Premier Notley is currently on pace to take our province’s debt from about $12 billion (when she started as premier) to $53 billion in just four years. Her government is increasing the province’s debt by a staggering $344 every second.
What’s the consequence of all that new debt? Well, just like if you quadrupled your credit card debt, the government’s minimum interest payments have also increased.
And guess what happened as interest costs rose over the years? The government increased income taxes, business taxes and the premier has now set her sights on higher carbon taxes as well. Her debt explosion is already hurting taxpayers in the pocketbooks.
Next comes the employment angle. Ask your friends what they think happens when businesses see a government rapidly increasing its debt? The answer of course is businesses start to worry about governments raising taxes to address the debt problem. And if businesses worry about tax increases, some will decide to build their new factory somewhere else – taking all kinds of jobs with them.
We’ve also heard stories of existing businesses shutting down because of rising taxes and costly government decisions.
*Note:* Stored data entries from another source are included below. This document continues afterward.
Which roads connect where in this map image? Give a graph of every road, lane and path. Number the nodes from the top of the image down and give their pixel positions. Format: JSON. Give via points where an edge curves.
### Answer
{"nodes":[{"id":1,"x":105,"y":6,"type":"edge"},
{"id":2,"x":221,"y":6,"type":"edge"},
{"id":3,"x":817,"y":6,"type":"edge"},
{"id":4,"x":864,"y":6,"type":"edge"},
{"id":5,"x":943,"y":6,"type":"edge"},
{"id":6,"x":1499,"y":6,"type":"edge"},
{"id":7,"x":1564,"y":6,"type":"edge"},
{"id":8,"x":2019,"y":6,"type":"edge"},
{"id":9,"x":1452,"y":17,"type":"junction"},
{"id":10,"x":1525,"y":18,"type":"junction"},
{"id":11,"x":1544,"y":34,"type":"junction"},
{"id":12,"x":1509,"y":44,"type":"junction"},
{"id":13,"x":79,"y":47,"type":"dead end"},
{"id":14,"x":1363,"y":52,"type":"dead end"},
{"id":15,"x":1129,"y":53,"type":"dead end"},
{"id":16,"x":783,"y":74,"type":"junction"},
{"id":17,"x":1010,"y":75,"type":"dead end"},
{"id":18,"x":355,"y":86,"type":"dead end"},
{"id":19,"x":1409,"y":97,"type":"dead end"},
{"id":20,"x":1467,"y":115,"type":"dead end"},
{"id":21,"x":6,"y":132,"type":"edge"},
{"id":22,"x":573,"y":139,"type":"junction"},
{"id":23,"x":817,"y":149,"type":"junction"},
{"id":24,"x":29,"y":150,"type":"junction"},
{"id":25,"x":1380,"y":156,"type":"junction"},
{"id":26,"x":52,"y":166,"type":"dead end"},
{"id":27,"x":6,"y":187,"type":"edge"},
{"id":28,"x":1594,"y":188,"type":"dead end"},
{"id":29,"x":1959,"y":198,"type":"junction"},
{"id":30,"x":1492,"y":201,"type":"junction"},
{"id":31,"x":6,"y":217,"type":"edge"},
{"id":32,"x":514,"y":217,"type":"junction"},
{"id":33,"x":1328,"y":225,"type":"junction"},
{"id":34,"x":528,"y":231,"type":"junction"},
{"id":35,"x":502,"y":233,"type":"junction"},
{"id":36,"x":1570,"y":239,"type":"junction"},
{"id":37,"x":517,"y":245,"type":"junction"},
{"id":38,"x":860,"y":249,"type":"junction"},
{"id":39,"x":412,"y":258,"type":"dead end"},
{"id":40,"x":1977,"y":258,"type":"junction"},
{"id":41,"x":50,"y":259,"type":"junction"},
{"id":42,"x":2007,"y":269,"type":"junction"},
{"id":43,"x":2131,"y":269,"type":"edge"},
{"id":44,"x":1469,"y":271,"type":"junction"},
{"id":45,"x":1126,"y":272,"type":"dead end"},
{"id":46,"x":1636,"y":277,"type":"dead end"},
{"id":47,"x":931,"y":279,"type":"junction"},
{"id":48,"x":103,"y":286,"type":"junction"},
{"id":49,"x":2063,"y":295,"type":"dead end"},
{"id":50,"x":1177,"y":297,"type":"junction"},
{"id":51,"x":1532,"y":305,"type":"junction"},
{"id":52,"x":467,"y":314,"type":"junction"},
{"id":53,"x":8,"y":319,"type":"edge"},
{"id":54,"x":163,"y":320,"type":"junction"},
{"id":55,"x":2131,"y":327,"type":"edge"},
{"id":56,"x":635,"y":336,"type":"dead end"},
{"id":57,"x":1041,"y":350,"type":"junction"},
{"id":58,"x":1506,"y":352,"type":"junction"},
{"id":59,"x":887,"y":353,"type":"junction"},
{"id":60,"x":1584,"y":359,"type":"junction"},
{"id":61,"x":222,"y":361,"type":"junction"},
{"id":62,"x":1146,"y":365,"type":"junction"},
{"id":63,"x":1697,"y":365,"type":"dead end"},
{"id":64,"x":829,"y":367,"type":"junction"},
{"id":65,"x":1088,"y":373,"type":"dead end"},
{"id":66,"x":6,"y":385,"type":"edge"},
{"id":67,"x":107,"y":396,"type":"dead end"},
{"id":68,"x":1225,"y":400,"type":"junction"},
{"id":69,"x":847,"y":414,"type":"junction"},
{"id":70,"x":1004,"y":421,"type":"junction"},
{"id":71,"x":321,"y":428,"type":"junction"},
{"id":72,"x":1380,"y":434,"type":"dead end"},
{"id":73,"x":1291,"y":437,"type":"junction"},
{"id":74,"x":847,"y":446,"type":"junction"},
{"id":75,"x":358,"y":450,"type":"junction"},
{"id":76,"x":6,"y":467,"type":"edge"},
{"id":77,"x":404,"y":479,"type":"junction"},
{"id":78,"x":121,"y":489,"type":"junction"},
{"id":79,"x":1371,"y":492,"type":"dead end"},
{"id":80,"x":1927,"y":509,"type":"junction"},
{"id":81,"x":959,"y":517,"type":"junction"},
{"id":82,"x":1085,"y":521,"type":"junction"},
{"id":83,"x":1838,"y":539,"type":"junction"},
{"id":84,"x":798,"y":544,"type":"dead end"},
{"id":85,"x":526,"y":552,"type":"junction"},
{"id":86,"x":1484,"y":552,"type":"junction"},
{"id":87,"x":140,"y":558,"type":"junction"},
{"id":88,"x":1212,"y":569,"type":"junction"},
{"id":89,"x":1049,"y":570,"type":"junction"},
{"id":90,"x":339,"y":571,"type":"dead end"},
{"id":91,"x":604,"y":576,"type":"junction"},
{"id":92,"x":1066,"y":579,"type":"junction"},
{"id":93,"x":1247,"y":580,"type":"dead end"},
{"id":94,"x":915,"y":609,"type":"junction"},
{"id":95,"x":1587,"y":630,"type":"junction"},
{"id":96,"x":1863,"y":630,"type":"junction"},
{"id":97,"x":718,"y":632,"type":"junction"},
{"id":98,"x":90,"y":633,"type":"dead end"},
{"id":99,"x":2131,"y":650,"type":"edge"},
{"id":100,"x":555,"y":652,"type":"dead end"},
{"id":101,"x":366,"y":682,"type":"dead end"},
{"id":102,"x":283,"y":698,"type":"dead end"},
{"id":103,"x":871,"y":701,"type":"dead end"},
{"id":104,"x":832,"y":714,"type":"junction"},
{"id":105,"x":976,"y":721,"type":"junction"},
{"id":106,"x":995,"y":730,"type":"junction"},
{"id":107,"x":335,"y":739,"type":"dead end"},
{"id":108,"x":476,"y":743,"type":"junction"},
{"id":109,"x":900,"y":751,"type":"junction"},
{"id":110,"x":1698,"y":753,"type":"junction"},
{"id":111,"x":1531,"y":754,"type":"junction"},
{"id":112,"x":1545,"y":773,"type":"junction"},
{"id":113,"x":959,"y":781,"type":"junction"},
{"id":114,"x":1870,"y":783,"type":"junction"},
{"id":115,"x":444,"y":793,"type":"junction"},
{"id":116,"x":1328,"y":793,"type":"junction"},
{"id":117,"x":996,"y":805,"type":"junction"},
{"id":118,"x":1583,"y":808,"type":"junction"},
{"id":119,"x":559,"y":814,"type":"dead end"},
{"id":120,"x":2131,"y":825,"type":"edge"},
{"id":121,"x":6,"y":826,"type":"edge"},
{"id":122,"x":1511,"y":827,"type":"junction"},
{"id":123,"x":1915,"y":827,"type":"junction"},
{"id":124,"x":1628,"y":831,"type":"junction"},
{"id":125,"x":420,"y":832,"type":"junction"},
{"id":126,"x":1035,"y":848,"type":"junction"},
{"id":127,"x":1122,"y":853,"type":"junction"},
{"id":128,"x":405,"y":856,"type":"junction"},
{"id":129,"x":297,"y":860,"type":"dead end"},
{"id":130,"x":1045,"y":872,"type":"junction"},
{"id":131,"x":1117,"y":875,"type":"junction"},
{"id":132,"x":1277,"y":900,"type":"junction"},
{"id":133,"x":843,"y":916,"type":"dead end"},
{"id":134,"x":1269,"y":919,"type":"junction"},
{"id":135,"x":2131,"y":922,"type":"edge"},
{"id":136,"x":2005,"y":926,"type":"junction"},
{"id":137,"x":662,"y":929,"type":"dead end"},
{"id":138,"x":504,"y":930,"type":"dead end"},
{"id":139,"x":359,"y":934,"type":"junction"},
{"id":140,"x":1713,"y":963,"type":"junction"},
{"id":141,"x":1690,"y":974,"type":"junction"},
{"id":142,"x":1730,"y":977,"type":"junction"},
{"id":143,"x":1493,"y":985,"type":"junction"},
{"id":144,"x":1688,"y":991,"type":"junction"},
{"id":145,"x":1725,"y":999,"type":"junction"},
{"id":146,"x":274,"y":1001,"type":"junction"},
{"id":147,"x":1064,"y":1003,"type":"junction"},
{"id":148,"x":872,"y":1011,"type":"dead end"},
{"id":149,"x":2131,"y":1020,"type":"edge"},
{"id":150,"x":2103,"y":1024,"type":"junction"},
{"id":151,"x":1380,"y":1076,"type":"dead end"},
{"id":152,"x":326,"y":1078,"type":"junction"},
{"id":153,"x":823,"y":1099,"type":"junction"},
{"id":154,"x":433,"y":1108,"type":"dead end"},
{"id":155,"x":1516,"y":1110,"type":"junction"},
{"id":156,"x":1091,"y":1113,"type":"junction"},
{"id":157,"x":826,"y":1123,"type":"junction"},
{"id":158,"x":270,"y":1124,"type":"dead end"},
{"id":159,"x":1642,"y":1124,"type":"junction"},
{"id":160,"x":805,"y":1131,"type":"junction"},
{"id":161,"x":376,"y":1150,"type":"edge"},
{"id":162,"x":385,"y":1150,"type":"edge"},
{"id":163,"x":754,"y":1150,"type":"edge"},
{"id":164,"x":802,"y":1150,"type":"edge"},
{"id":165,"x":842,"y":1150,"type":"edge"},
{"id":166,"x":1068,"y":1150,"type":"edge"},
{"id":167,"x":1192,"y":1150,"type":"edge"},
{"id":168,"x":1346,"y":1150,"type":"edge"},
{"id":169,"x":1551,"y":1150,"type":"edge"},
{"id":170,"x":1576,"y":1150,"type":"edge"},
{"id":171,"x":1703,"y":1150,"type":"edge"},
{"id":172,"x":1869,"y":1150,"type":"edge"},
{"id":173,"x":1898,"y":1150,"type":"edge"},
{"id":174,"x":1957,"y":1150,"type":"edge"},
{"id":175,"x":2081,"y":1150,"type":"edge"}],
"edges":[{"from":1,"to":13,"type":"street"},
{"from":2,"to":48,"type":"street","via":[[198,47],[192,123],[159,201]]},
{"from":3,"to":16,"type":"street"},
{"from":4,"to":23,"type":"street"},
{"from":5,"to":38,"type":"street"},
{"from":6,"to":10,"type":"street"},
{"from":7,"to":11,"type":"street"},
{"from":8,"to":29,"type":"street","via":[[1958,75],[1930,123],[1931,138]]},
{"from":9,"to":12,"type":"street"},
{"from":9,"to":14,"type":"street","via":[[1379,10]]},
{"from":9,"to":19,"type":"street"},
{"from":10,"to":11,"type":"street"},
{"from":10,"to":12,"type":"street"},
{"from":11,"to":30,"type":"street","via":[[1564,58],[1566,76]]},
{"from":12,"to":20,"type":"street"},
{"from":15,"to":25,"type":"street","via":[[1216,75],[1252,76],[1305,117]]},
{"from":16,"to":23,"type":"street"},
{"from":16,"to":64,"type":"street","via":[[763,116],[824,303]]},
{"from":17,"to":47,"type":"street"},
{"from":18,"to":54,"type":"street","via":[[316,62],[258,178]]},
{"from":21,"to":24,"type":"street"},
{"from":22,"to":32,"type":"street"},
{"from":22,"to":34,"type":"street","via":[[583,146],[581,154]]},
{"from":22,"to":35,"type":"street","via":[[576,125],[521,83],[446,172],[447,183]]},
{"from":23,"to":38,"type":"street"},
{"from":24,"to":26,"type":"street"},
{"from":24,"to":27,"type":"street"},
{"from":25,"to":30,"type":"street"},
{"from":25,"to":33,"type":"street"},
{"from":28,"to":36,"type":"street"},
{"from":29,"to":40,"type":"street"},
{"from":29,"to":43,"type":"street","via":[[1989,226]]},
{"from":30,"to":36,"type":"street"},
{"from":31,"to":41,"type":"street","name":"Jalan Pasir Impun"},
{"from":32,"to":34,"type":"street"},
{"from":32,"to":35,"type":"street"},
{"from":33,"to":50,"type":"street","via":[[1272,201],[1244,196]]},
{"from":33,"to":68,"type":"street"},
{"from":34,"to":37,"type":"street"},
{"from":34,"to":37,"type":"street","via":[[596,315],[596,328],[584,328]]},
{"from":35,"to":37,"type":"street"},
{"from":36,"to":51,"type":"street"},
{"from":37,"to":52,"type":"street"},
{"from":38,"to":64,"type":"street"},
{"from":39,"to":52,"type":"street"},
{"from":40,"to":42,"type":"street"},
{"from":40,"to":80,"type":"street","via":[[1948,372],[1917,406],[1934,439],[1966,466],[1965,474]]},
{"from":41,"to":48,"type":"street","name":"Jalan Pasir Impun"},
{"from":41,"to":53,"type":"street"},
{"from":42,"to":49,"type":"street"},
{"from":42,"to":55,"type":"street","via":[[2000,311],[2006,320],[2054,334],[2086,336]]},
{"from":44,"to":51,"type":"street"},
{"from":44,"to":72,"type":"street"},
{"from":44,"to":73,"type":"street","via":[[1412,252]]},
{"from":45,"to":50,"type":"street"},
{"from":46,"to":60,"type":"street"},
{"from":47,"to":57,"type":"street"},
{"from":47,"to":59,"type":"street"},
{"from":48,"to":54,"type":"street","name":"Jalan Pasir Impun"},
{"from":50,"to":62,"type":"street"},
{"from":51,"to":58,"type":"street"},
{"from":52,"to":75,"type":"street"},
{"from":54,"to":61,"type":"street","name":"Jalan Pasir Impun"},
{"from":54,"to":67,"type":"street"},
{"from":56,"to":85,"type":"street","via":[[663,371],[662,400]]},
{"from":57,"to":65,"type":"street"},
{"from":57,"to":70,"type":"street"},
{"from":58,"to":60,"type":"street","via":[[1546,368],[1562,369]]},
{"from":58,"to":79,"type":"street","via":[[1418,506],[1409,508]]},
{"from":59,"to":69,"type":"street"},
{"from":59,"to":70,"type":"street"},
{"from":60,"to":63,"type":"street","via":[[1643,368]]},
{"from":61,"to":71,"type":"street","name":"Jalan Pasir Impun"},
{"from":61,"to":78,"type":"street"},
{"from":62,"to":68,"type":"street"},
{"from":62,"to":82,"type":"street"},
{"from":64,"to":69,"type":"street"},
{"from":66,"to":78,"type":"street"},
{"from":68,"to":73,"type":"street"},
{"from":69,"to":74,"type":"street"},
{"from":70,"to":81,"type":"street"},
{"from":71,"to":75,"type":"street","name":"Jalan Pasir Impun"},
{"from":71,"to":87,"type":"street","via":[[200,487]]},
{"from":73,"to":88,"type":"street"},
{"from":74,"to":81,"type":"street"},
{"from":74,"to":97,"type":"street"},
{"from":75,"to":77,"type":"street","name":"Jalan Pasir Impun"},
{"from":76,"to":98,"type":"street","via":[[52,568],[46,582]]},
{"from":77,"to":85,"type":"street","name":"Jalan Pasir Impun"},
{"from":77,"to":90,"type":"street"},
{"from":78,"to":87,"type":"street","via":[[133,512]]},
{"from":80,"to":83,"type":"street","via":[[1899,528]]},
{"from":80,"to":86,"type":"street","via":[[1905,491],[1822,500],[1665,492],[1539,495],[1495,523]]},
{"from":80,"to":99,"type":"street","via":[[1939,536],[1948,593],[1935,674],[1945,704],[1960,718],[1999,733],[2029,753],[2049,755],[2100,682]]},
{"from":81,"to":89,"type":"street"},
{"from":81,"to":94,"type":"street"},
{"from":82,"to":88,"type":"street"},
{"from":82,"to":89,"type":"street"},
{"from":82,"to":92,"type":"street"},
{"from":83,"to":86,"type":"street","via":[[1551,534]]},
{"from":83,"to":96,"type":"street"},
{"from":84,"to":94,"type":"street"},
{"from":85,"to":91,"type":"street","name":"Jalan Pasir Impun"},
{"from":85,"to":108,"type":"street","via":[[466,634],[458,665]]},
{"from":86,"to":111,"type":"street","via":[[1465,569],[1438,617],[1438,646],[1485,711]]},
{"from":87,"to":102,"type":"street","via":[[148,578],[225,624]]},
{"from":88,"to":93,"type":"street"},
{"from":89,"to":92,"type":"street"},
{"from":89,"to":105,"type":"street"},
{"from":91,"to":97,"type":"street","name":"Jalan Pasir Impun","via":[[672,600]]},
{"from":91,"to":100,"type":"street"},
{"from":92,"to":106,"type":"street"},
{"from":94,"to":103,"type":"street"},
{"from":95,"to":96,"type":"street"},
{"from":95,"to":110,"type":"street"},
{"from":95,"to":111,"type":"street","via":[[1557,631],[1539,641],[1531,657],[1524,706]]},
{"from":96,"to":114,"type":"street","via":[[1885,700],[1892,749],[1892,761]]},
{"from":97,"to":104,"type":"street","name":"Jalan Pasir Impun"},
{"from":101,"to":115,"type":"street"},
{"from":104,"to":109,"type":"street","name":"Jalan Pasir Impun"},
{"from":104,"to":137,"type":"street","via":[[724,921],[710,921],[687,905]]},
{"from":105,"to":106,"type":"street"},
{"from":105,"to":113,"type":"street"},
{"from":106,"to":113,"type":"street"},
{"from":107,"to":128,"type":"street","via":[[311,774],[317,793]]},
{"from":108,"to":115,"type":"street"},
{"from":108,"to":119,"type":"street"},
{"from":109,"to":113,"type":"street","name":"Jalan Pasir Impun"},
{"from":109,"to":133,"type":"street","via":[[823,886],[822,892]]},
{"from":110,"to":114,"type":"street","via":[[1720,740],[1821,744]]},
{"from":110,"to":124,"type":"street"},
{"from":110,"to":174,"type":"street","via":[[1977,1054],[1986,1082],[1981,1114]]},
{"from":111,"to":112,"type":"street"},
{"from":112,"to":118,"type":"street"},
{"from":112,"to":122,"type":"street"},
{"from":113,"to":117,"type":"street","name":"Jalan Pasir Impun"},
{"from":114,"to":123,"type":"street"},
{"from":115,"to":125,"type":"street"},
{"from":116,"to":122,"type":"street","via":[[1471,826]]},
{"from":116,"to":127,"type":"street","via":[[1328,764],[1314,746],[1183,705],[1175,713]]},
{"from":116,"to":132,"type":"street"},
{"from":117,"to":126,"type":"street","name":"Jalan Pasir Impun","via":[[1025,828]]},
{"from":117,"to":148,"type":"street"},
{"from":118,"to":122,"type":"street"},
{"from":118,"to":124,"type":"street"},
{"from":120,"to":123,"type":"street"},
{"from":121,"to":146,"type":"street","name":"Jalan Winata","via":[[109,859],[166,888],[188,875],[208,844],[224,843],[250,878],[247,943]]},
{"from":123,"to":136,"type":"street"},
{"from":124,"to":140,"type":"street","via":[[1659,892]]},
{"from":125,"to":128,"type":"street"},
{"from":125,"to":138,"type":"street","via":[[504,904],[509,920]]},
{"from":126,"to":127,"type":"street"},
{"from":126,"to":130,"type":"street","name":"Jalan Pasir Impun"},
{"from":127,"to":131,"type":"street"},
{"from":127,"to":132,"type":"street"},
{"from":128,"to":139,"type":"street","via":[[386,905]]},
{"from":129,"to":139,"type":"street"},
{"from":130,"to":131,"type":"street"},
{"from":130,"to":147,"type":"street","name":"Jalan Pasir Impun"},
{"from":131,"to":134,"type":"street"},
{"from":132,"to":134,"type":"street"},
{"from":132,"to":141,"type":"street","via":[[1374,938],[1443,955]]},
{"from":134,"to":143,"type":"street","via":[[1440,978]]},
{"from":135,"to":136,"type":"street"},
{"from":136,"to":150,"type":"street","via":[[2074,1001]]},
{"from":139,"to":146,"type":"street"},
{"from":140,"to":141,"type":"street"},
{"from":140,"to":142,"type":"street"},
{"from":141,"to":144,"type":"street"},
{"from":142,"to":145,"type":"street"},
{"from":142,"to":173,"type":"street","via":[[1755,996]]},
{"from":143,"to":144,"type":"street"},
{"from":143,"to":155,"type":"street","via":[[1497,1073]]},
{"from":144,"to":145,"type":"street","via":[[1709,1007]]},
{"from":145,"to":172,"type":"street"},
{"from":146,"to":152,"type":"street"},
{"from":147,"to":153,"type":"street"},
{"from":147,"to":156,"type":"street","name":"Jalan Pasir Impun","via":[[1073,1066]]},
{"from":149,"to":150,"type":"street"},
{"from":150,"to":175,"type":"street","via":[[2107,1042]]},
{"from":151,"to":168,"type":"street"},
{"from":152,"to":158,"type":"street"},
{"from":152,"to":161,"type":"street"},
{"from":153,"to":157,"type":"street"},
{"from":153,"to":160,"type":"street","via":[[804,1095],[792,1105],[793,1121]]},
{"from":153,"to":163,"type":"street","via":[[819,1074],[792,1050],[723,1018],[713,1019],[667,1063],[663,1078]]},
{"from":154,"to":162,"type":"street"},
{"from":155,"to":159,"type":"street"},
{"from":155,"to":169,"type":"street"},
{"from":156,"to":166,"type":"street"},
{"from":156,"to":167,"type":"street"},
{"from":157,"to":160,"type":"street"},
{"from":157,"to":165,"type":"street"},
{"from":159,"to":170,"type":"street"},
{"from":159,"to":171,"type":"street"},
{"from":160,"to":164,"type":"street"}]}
Just ask the former owner of Abruzzo Ristorante in Calgary, who cited rising property taxes as a key reason for permanently closing the doors. How many businesses shut down or avoided Alberta because of the government’s 20 per cent business tax increase? It’s hard to say: businesses don’t usually alert the media when they choose to invest somewhere else – they just do it.
The third thing people need to keep in mind is that if governments run into debt problems, the services people care about most are eventually impacted.
Premier Notley routinely refuses to get spending under control, claiming she’s “protecting” education and health care. On the surface, her claim sounds valiant, but in reality, she’s doing more to put those services at risk than anyone else.
When Greece ran into debt problems a few years back, the Guardian newspaper ran the following headline “Greek Debt Crisis: Of all the damage, health care has been hit the worst.” Eventually, even the most sacred of government spending cows are impacted.
To be clear, Alberta isn’t likely to run into a Greece-like debt problem anytime soon. But it’s reckless for the government to be stepping on the gas towards such a problem.
What we need to see is for the government to get its spending problem under control – and doing so wouldn’t result in the sky falling.
Next door in British Columbia, we find a government that is providing similar services but at significantly lower costs. They’re simply a lot more cost-effective. If Alberta merely got its spending levels down to what B.C. spends per person, our government wouldn’t have a deficit right now … nor would it have piled on the extra $56,656 in debt since your started reading this column. Don’t forget to tell your friends.
This column was published in the August 2018 edition of Business in Edmonton / Business in Calgary magazines
Is Canada Off Track?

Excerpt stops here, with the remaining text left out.